#### TASK TO CARRY OUT:
Where a line below contains "Sokağı", count it. Reply with the total only.

#### ENTRIES PROVIDED:
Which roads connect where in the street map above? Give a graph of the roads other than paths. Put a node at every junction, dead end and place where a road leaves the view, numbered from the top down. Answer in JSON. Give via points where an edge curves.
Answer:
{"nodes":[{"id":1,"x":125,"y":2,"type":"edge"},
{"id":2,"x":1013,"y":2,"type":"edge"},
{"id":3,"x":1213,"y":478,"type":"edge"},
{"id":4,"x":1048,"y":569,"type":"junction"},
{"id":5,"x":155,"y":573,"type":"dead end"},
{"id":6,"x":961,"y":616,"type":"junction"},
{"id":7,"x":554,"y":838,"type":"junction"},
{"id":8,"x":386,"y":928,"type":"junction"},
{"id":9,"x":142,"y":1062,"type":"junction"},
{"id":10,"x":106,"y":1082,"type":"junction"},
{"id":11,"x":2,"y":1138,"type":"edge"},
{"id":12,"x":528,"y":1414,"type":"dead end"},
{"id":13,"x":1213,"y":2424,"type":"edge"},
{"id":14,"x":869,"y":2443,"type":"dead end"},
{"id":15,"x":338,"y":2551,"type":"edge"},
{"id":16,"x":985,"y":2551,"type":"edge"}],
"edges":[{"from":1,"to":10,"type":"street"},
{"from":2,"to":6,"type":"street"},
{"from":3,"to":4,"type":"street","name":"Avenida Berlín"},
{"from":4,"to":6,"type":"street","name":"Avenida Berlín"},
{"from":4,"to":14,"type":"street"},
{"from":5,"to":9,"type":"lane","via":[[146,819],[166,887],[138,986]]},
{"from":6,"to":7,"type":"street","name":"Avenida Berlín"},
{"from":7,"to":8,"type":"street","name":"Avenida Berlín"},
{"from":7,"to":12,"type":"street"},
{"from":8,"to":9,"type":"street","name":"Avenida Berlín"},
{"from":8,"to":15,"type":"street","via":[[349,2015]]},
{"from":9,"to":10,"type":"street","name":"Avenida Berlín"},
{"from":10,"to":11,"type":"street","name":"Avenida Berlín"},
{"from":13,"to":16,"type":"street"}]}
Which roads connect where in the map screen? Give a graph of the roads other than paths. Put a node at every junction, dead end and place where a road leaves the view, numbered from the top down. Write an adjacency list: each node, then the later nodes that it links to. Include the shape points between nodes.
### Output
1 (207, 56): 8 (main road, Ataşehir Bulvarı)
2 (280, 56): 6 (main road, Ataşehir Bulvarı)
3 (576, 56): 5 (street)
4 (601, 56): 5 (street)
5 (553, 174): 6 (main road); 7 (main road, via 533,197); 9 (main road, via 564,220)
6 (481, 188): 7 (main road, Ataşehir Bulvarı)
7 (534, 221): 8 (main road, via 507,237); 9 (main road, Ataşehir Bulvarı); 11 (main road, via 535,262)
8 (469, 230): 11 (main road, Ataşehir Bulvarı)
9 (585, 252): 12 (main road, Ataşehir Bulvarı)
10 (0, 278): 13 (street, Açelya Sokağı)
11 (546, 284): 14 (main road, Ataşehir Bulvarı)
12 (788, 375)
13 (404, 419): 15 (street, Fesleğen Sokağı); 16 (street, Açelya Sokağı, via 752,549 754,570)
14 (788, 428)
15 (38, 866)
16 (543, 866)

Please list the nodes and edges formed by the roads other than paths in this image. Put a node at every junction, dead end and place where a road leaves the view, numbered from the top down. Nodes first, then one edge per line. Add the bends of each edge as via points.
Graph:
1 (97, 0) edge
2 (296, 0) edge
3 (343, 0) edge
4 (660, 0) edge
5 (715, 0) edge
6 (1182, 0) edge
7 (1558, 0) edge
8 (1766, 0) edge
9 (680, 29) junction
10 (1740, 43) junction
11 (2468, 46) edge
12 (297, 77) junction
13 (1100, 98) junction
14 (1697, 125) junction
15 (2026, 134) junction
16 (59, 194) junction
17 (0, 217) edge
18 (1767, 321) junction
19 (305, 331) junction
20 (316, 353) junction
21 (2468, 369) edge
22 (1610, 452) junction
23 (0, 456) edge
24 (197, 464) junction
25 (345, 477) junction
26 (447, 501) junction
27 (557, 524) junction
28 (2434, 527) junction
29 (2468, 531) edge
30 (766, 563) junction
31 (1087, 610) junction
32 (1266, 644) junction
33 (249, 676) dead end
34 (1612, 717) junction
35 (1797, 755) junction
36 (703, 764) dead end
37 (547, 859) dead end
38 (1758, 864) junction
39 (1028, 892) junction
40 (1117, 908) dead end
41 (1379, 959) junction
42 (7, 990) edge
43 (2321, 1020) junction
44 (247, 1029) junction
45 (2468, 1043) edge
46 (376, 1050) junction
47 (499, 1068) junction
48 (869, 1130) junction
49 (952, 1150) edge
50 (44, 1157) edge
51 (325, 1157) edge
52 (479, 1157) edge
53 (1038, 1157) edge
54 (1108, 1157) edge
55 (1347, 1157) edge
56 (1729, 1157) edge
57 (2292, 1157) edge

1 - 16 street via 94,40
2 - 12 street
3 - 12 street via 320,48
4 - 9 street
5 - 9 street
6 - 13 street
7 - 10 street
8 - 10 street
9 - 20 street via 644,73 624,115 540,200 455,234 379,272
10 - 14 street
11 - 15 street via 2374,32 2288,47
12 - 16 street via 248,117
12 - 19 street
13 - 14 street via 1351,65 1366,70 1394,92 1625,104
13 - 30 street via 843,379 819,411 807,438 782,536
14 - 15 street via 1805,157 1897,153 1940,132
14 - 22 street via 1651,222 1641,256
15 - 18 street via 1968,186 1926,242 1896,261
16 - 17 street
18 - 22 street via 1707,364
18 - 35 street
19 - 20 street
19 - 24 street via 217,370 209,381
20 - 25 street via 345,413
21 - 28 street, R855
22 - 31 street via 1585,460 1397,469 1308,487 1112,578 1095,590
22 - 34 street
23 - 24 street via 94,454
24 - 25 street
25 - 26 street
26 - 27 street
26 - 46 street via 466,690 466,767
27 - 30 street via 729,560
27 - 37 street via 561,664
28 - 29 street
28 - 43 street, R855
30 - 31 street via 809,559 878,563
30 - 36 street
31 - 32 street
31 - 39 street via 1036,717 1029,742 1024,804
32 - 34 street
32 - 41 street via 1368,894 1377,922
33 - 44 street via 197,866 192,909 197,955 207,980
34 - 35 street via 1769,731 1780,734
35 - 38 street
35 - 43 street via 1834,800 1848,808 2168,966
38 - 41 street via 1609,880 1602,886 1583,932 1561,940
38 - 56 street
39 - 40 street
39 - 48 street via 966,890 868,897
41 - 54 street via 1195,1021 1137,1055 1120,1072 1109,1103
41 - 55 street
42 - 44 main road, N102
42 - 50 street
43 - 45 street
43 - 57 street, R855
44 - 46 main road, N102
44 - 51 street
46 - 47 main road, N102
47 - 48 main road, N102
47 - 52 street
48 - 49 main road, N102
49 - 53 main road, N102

#### SOLUTION TO THIS TASK:
2